Why Are We Giving A Vaccine for A Sexual Transmitted Disease To Newborns?

The Hep-B Vaccine and your kids

Hepatitis B is a devastating disease which can be a life long battle for it’s victims. Hep-B’s is a blood borne illness primarily spread through sexual contact, sharing needles, and coming into contact with an infected person’s blood. Medical workers are at high risk for exposure to this disease, as are drug users and those who participate in risky sexual behaviors. But newborns? The CDC currently recommends that 100% of newborn are vaccinated for Hep-B, even though there is little evidence that the vaccination would prevent exposure from an infected mother. And NO evidence that it would provide long-term immunity.

But they still want you to vaccinate your child against it. Why? The short answer, it’s easier to give every newborn a vaccination than to test every mother for Hep-B. It’s also far more profitable. SO, rather than requiring expectant mothers to be tested, the want you to inject your newborn with a completely untested vaccine. On the hopes that it might prevent transmission in the minuscule percentage of mothers who may be infected. Until 2013 they didn’t even perform studies on newborns who actually were as risk from infected mothers, to dubious results. You can read more about the relative ineffectiveness of the vaccine here.
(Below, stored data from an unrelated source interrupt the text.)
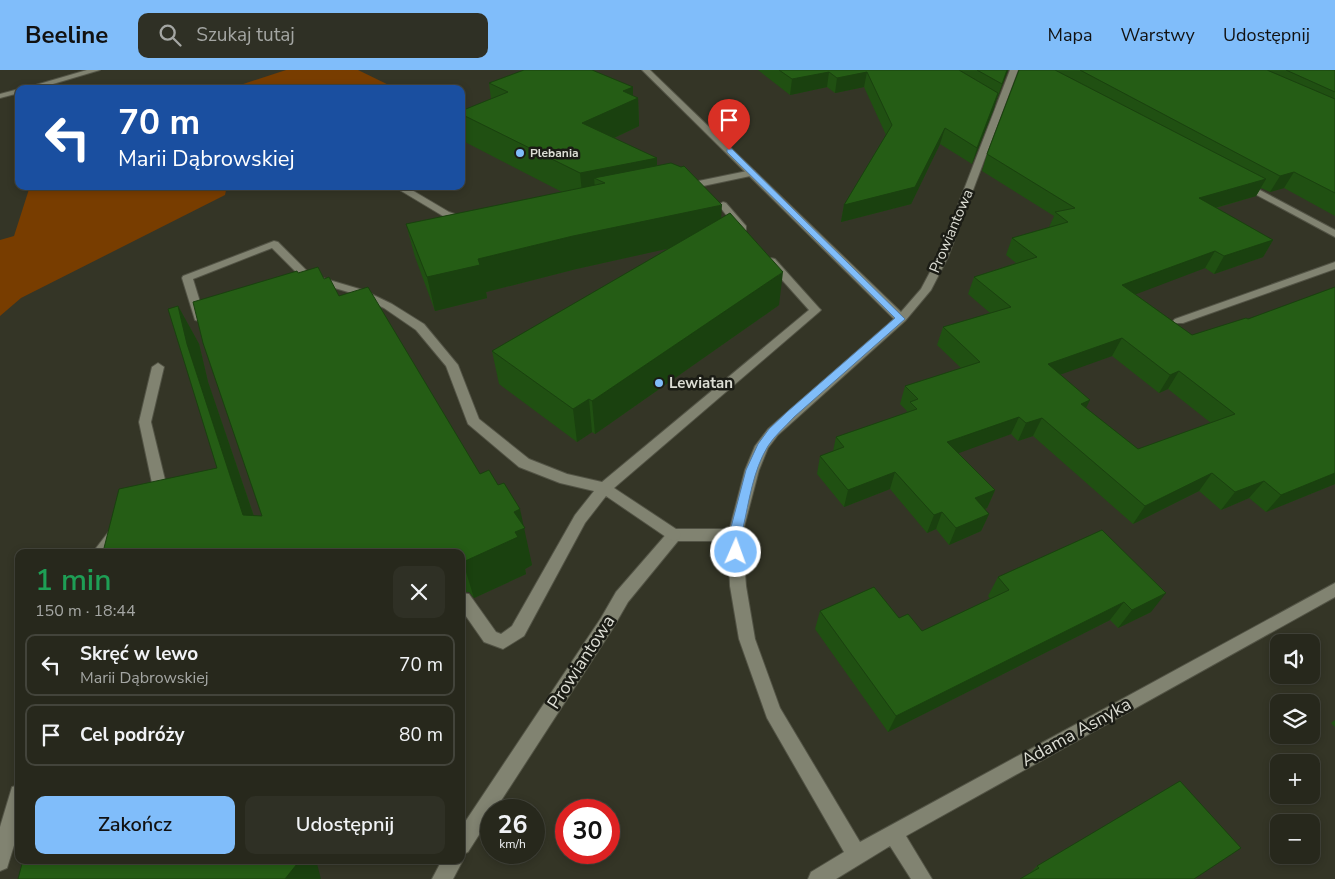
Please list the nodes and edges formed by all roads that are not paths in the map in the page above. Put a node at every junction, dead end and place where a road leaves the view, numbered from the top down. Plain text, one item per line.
1 (96, 70) edge
2 (646, 70) edge
3 (1014, 70) edge
4 (41, 85) edge
5 (15, 92) edge
6 (0, 96) edge
7 (752, 172) junction
8 (1230, 177) edge
9 (674, 189) edge
10 (405, 190) edge
11 (723, 205) edge
12 (474, 221) edge
13 (1335, 234) edge
14 (749, 235) edge
15 (762, 250) edge
16 (1335, 265) edge
17 (306, 276) junction
18 (290, 281) edge
19 (901, 319) junction
20 (203, 320) edge
21 (1179, 321) dead end
22 (158, 367) dead end
23 (177, 482) edge
24 (159, 484) junction
25 (604, 488) junction
26 (141, 504) edge
27 (124, 524) edge
28 (674, 535) junction
29 (735, 535) junction
30 (103, 549) edge
31 (1335, 589) edge
32 (465, 602) edge
33 (15, 808) edge
34 (893, 833) junction
35 (465, 836) edge
36 (856, 855) junction
37 (0, 861) edge
38 (451, 864) edge
39 (442, 879) edge
40 (818, 879) edge
41 (922, 879) edge

1 - 4 street
2 - 7 street
3 - 19 street, Prowiantowa
5 - 6 street
7 - 9 street
7 - 19 street
8 - 13 street
10 - 12 street
11 - 14 street
15 - 25 street
16 - 21 street
17 - 18 street
17 - 20 street
17 - 25 street
19 - 29 street, Prowiantowa
22 - 24 street
23 - 24 street
24 - 26 street
25 - 28 street
25 - 32 street
27 - 30 street
28 - 29 street
28 - 35 street, Prowiantowa
29 - 36 street, Prowiantowa
31 - 34 street, Adama Asnyka
33 - 37 street
34 - 36 street, Adama Asnyka
34 - 41 street
36 - 40 street, Adama Asnyka
38 - 39 street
So what does all this mean? This means, that although the infection rate of newborns is approximately .001%, and the vaccine does not clearly prevent infection, the CDC still wants all newborns to be inoculated. Does that make sense to you? Now let’s consider this.
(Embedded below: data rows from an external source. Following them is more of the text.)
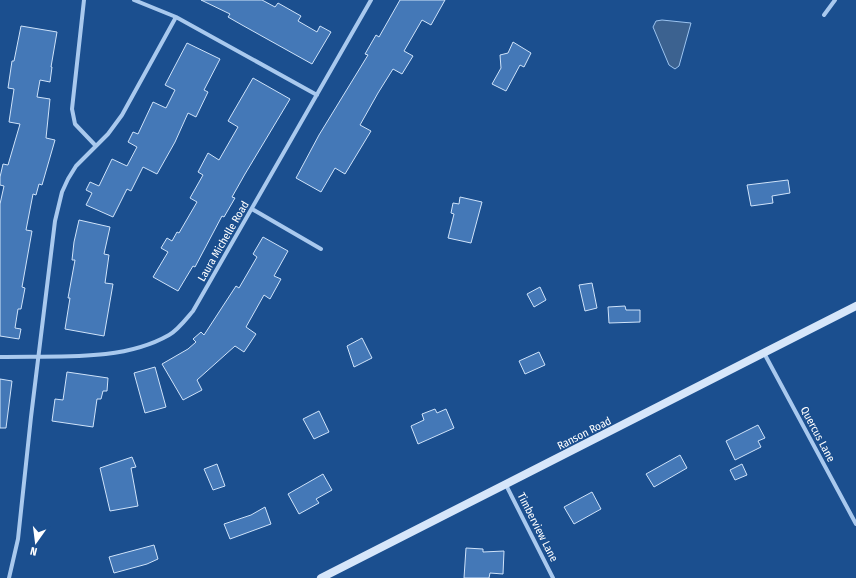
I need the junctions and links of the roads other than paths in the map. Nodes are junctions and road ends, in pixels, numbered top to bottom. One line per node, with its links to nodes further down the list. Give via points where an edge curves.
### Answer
1 (84, 0): 8 (street, via 72,109 75,124)
2 (134, 0): 6 (street)
3 (371, 0): 7 (street, Laura Michelle Road)
4 (835, 0): 5 (street)
5 (824, 15)
6 (176, 17): 7 (street); 8 (street, via 122,115 108,134)
7 (317, 95): 9 (street, Laura Michelle Road)
8 (95, 145): 13 (street, via 76,166 62,192 58,206)
9 (252, 209): 10 (street); 13 (street, Laura Michelle Road, via 193,311 170,334 142,348 108,355)
10 (321, 249)
11 (856, 306): 12 (street, Ranson Road)
12 (764, 353): 15 (street, Ranson Road); 16 (street, Quercus Lane)
13 (40, 355): 14 (street, Laura Michelle Road); 17 (street, via 18,539)
14 (0, 357)
15 (506, 485): 18 (street, Ranson Road); 19 (street, Timberview Lane)
16 (856, 524)
17 (9, 578)
18 (321, 578)
19 (553, 578)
The vaccine injury rate for this vaccine is closer to 1%. That doesn’t seem like a lot. But, consider that we are injuring 1% to possibly save .001%?

And some of these consequences can be serious. Can be real. Can be life-long. Can be fatal. Kids like Ian, Timmy and Lyla Rose. Is it really worth it? Are we over vaccinating kids, with dangerous, untested vaccines, just because we can? Because it’s profitable. Because it’s easier than doing the work to prevent the transmission other ways. These are newborns, with fragile immune systems. We are injecting them with chemicals, hours after their birth, to prevent a disease which is not highly communicable, which a fraction of mothers have, and with a vaccine that has never been studied. The manufacturer stated themselves that they had not studied the vaccine’s effects on newborns, when asked for evidence on vaccine safety for newborns, they stated ”We have none. Our studies were done on 5- and 10-year-olds.” — The Congressional Quarterly, August 25, 2000, pg. 647

Should we really be giving the vaccine to your children?